| Exercise goal |
Beginning at the line that contains "thumb ip: (476, 331)", return every remaining line of the data below exactly; return nothing before it.

----

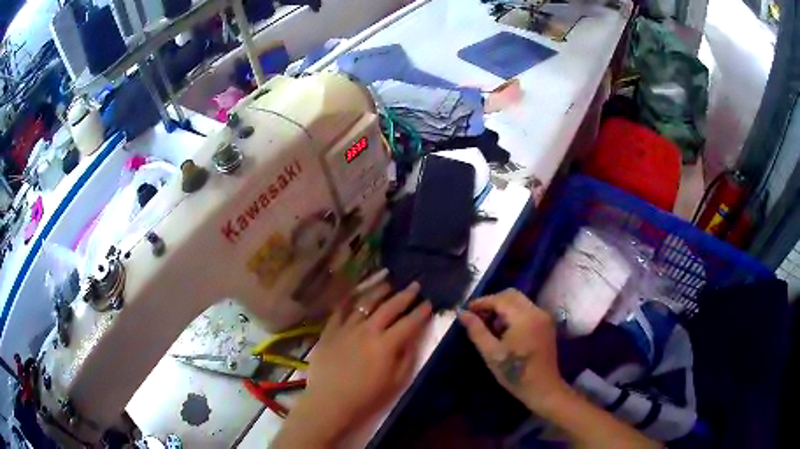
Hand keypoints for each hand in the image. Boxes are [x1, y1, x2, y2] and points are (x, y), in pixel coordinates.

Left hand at [274, 282, 432, 447]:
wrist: (330, 402)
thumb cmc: (366, 396)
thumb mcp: (396, 382)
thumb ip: (407, 358)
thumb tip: (412, 339)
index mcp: (386, 344)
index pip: (409, 322)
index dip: (421, 312)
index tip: (429, 302)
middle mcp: (368, 330)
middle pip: (389, 307)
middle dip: (405, 295)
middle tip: (415, 285)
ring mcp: (346, 328)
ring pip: (365, 303)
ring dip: (379, 292)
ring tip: (388, 283)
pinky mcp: (330, 331)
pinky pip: (340, 310)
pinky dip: (348, 300)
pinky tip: (354, 294)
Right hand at [458, 289, 567, 413]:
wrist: (542, 388)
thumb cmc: (515, 373)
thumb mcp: (491, 354)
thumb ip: (476, 331)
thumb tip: (462, 313)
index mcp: (524, 317)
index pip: (500, 299)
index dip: (482, 302)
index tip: (466, 310)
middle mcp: (537, 311)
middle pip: (511, 295)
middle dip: (493, 303)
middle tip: (478, 317)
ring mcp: (544, 317)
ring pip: (519, 302)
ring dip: (503, 308)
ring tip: (490, 326)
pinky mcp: (546, 324)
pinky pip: (527, 310)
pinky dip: (513, 314)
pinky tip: (504, 331)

----

| The completed task |
thumb ip: (476, 331)
thumb tip: (462, 313)
index mcp: (524, 317)
index pip: (500, 299)
index dip: (482, 302)
index tip: (466, 310)
middle mcp: (537, 311)
middle pip: (511, 295)
middle dip: (493, 303)
middle tip: (478, 317)
ring mcp: (544, 317)
ring pip: (519, 302)
ring dip: (503, 308)
ring tip: (490, 326)
pinky mcp: (546, 324)
pinky pip: (527, 310)
pinky dip: (513, 314)
pinky tip: (504, 331)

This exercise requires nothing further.